Оно и не мудрено: отнятое хоть грошем, но дешевле купленного.
– Вздор, Густав, небылица! Клянусь своими шпорами, что если бы русские увезли у меня хоть уздечку, я бы нагнал удальцов и выкроил бы из их кож себе подпруги…
– У других с уздечками они уводят и коней, а ни у одного еще рыцаря не видать подпруг из такого сафьяна.
– У прочих… у других!.. Другие мне не указ. Я уверен, что русские не забудут встречи со мною под Магольмом[7], под Псковом… под Нарвою!
– Это и я помню наизусть. Но к чему толковать нам о прошлых сражениях, когда речь завелась о наступающем турнире? Не приготовить ли мне перевязку для почтенного моего хозяина? Я бы от чистого сердца желал, барон, чтобы благодетельный удар вышиб вас из седла или чтобы конь ваш, ревнуя к славе хирургии, сломал бы вам руку или ногу. Вы увидели бы тогда искусство Лонциуса… и хотя бы кости ваши прыгали, как игральные косточки в стакане, я ручаюсь, что через месяц вы бы могли сами поднести ко рту кубок за мое здоровье.
– Я постараюсь лучше сохранить свое. Нет, милый мой Лонциус, Буртнеку не бросать больше из седел противников! Некстати ему мерять плечо с мальчиками. Притом же и лета отяготили броню мою, а сила руки улетела с ее ударами. Нет, я не поеду туда, откуда не уверен выехать. Не заманили бы меня и на эту пирушку, если бы не просьбы дочери и не дело с бароном Унгерном.

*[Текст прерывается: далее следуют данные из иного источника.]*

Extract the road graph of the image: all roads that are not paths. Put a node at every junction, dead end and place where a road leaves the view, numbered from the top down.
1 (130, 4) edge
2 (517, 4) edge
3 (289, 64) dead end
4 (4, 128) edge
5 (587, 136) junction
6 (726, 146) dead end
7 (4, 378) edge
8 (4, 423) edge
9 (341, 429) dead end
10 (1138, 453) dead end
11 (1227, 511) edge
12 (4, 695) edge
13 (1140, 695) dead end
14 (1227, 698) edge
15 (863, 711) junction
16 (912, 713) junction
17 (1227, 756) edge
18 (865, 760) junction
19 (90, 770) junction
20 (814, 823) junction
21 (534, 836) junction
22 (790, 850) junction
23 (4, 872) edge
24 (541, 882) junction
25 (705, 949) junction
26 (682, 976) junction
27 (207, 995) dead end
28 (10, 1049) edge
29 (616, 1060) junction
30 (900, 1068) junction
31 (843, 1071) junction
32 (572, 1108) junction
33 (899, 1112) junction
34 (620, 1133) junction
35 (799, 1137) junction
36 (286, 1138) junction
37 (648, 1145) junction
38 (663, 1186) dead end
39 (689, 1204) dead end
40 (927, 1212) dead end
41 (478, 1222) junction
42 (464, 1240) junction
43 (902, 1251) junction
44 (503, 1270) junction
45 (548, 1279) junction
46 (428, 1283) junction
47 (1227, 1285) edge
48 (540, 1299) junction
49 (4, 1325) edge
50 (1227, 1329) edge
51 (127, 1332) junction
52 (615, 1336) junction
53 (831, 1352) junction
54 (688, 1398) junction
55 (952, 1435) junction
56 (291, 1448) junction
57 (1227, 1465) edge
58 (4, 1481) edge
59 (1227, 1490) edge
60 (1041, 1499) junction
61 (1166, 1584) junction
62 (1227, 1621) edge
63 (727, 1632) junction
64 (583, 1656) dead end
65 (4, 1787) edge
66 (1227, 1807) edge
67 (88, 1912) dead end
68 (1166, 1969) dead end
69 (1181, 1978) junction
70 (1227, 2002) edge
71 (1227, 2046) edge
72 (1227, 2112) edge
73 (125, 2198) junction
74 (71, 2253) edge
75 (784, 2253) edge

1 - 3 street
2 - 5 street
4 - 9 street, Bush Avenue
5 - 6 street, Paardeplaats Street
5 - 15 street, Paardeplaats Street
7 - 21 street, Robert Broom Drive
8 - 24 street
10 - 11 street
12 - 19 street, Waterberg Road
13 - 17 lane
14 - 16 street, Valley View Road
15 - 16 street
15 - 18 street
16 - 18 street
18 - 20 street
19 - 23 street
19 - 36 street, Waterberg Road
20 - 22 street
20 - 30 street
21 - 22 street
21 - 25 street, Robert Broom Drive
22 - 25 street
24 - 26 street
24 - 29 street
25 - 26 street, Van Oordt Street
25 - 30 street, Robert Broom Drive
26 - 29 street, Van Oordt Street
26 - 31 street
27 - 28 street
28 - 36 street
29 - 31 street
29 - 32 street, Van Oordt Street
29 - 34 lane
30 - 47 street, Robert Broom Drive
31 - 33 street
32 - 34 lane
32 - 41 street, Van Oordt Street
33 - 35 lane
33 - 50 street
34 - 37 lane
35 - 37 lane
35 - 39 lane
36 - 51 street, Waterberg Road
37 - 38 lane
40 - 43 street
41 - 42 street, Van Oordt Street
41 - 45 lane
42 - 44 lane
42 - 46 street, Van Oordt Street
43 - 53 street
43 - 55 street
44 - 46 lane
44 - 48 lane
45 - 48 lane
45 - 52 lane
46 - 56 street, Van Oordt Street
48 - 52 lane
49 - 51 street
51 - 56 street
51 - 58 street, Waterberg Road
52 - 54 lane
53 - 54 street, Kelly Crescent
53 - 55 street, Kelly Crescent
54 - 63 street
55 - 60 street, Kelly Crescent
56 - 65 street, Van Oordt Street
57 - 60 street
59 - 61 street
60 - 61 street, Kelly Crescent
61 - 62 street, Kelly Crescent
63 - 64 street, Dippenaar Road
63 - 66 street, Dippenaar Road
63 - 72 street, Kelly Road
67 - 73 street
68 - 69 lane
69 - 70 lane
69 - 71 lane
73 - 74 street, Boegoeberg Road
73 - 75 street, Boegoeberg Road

Гермейстер обещал его на днях окончить.
– Только обещал? Это не много. Оп два месяца обещает мне пропуск в Москву и до сих пор не дает его, хотя я вовсе не прошу господина гермейстера заботиться о здоровье моей головы, которая, по его словам, может простудиться от обычая снимать там шапки за версту до княжеского дворца, а у забывчивых будто прибивают их гвоздями, чтобы не снесло ветром. Если он и для одноземцев так же приветлив, как для заезжих, то вы смело можете надеяться, что, явясь сюда с первыми жаворонками, воротитесь домой позднее той поры, когда кулики полетят на теплые воды.